Gwilym Wynne Griffith was born in Liverpool December 18 1914, the son of Reverend G. Wynne Griffith (1883-1967), minister of Douglas Road chapel, Anfield and his wife, the novelist Grace Wynne Griffith (née Roberts) (1883-1963); Reverend Huw Wynne Griffith was his brother. The family moved to Porthmadog when the father became minister of Tabernacl Presbyterian church in the town and then to Bangor when he became minister of Tabernacl church there.

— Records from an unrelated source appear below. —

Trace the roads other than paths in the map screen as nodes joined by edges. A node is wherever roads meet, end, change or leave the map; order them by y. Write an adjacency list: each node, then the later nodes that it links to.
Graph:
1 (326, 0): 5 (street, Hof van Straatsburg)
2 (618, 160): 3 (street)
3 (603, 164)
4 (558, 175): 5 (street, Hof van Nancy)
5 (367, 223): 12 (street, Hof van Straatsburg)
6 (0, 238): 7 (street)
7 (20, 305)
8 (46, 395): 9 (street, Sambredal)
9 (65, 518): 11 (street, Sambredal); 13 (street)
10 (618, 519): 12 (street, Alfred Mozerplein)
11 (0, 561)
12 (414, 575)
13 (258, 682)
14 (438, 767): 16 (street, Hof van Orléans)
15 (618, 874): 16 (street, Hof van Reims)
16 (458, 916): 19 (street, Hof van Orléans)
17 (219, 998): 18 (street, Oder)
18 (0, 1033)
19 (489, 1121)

Gwilym Wynne Griffith was educated in Porthmadog and Friars' School, Bangor where he won the Robert Gee scholarship to Liverpool University medical school in 1932; he graduated in 1938. His primary interests lay in the field of public health and cancer and he became a leading authority on the epidemiology of the disease. He won the Rex Cohen Prize for his research on changes in the blood of cancer suffers and in 1939 he published an article on an unusual form of leukaemia, the first of his many medical articles and research papers in both English and Welsh.
He served as a surgeon colonel in the RAMC in Europe and the Far East during World War II. Upon his return he was appointed Assistant Medical officer of Health for Flintshire and in 1948 he was appointed Medical Officer of Health for Anglesey. He gained his MD (Liverpool) degree in 1952 for research into medical statistics and he was elected Fellow of the Royal Statistical Society (FRSH) and Fellow of the Royal Society of Medicine (FRSM). In 1961 he was invited to join the World Health Organisation at its headquarters in Washington DC where he was responsible for a wide-ranging research project published in 1967 under his name and Ruth Rice Puffer as Patterns of Urban Mortality (Washington, Pan American Health Organizaton). Late in the 1960s he returned to London as head of the medical branch of the Ministry of Health responsible for international health. He served on the executive board of the World Health Organization and he was a member of the expert panel on health statistics. One of his main achievements was the setting up of the cancer epidemiology unit at Oxford University. He retired to Anglesey in 1971.
Gwilym Wynne Griffith had wide interests and skills. An able mathematician and statistician, he was also a knowledgeable connoisseur of the arts. A passionate sportsman in his youth, he set up a cricket league during his early days in Anglesey and was an avid rugby fan. During his time at the Ministry of Health, he could be seen in the Oval on the occasional afternoon. He was a regular supporter of the National Eisteddfod and was admitted to the white robe of the Gorsedd of Bards in 1979. He also turned to writing in his retirement (he had published a short comedy for young actors, Brown y detectif, in 1935) and published The day before yesterday in 1988, his translation of Hanes Môn yn y bedwaredd ganrif ar bymtheg (1927), written by his aunt, Elizabeth Ann Williams.
Gwilym Wynne Griffith married Gwyneth Rees Hughes of Liverpool in 1939 and they had 3 children. He died on April 16 1989 and is buried in the church of Llangwyfan on Anglesey.